● **TASK**: Go through the records and filter out every line lacking the word "Answer"; copy the lines that remain.
──────── ENTRIES PROVIDED ────────
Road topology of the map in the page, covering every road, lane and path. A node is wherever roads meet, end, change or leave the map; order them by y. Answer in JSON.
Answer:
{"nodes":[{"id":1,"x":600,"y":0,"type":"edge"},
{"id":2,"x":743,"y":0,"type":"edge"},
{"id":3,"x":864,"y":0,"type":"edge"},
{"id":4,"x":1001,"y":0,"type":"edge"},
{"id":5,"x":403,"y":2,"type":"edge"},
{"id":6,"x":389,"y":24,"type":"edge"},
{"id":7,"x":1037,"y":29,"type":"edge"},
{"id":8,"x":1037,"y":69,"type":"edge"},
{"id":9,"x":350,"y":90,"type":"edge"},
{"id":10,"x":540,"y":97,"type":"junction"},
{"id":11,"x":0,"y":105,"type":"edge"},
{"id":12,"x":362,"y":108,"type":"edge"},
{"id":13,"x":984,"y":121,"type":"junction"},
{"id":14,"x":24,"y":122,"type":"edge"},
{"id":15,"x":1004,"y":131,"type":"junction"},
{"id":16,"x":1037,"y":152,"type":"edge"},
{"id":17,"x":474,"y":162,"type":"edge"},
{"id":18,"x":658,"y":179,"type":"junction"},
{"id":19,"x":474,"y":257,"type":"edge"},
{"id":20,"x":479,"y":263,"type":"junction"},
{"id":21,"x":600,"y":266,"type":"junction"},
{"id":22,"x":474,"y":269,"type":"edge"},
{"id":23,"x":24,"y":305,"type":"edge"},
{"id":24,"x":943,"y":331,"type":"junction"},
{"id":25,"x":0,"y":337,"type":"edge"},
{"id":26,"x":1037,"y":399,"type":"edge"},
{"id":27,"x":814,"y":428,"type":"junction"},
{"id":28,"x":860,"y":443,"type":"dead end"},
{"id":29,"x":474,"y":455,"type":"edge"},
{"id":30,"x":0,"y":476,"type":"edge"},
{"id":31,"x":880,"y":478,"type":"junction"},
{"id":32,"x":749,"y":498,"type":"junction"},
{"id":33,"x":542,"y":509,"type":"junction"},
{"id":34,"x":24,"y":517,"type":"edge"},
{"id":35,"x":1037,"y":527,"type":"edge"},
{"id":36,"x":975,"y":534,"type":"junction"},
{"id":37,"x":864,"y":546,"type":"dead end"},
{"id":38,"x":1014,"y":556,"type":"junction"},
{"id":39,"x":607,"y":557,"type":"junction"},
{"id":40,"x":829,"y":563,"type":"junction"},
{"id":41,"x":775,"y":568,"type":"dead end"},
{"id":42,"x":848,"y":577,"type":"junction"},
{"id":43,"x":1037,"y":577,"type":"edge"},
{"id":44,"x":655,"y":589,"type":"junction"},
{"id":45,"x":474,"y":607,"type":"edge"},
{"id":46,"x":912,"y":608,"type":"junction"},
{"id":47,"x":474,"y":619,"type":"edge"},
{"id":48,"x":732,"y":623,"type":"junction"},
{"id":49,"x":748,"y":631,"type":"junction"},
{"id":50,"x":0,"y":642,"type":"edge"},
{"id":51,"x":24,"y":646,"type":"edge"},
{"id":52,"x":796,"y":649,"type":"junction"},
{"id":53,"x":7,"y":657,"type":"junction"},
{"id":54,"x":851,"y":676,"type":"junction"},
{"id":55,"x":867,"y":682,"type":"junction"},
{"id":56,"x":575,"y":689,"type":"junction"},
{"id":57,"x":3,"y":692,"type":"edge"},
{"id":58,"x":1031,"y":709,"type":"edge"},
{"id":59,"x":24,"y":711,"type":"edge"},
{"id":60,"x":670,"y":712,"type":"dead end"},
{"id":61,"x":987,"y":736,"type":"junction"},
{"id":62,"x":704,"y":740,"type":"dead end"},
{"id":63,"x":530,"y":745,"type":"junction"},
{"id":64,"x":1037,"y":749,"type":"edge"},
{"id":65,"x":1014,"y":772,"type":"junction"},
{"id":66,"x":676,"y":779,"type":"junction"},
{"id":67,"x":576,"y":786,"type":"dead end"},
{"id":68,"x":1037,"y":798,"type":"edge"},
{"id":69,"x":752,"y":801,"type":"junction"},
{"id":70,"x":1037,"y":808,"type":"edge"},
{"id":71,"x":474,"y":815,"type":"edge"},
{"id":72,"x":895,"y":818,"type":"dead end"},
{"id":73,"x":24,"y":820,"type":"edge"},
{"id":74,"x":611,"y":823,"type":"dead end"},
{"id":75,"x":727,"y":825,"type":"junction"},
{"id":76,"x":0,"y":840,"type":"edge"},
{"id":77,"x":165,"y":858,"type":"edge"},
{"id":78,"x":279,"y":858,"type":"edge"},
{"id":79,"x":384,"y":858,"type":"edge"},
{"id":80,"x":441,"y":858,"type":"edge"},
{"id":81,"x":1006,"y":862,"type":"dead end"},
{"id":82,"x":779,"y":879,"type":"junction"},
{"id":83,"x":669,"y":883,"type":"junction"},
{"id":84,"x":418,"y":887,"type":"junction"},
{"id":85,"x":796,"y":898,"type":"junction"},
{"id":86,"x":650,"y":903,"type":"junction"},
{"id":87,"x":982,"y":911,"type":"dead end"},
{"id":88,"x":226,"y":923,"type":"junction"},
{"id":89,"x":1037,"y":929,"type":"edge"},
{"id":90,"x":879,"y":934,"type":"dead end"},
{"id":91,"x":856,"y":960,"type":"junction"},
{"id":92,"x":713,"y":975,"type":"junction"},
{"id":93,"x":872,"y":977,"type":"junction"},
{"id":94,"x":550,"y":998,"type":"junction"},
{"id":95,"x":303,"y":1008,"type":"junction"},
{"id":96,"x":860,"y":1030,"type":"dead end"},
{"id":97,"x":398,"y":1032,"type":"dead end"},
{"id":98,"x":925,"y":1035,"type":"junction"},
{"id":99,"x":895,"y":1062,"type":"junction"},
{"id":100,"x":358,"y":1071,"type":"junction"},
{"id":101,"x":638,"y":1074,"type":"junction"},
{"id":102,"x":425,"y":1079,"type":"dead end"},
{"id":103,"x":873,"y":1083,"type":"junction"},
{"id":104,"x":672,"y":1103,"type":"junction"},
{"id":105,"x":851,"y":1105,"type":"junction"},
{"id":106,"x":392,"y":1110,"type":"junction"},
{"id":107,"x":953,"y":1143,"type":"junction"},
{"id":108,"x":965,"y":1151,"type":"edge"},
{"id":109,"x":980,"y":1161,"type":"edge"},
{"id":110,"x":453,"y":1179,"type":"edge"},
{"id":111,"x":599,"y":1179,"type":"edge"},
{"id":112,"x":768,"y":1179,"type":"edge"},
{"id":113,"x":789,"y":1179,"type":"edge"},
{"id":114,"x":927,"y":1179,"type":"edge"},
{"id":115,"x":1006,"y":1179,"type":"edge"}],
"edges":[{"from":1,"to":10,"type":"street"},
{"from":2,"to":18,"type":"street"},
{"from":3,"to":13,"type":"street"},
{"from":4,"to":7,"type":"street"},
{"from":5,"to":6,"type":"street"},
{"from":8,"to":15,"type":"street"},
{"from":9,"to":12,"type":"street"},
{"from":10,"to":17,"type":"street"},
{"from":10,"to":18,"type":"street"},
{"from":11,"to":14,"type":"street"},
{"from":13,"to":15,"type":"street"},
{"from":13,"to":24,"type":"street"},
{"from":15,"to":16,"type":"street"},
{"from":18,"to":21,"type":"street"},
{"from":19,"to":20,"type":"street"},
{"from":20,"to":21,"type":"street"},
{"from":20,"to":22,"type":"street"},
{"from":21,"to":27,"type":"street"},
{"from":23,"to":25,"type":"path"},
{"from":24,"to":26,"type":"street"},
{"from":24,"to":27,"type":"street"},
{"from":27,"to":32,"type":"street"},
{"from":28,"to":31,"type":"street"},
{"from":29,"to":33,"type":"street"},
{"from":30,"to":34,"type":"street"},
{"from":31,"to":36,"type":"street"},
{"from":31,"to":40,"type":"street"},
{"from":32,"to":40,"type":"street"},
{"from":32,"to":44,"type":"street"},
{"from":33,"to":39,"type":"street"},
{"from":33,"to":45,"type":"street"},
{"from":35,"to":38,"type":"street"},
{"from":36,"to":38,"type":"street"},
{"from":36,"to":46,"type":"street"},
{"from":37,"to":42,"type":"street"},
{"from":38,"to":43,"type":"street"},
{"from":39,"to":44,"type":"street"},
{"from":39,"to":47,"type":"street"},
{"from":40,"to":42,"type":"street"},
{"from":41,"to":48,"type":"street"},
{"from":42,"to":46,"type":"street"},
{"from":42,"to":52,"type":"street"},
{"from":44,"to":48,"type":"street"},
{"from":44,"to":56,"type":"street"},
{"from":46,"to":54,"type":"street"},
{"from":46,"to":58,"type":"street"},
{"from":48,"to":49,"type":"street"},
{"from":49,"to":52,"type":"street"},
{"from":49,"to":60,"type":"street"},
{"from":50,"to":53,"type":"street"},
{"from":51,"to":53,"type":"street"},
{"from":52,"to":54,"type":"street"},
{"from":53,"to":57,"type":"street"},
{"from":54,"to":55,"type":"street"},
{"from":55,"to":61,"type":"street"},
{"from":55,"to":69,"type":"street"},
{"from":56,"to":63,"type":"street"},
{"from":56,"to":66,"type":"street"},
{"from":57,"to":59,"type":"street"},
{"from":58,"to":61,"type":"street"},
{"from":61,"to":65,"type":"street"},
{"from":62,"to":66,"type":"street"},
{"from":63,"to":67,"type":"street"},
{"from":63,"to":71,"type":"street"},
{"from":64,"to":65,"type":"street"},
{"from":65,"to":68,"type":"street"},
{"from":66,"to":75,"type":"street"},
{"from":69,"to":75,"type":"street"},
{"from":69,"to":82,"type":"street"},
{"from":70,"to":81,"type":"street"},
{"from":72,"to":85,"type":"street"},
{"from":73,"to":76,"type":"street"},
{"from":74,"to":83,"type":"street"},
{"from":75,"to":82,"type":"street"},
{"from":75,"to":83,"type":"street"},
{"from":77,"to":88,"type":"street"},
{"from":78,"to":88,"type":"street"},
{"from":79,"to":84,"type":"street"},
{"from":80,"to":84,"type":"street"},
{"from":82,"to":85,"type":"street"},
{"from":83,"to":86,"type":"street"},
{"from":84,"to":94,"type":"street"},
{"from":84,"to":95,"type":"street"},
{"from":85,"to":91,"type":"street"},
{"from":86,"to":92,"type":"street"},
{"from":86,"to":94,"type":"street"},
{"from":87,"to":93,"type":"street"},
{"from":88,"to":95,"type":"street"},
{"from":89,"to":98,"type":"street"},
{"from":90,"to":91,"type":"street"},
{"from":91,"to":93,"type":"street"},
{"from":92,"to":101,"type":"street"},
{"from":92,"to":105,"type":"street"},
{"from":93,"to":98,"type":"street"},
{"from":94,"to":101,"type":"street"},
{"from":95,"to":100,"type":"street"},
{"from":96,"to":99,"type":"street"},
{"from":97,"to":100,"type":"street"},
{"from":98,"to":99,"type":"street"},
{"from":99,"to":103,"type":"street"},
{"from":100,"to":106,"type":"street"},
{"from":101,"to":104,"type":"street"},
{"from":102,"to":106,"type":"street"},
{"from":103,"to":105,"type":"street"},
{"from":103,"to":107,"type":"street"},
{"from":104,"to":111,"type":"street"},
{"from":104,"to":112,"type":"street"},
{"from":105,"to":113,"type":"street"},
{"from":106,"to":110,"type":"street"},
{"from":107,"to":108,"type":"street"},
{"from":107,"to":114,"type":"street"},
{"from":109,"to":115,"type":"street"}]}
────────
● **WRITTEN RESPONSE**:
Road topology of the map in the page, covering every road, lane and path. A node is wherever roads meet, end, change or leave the map; order them by y. Answer in JSON.
Answer:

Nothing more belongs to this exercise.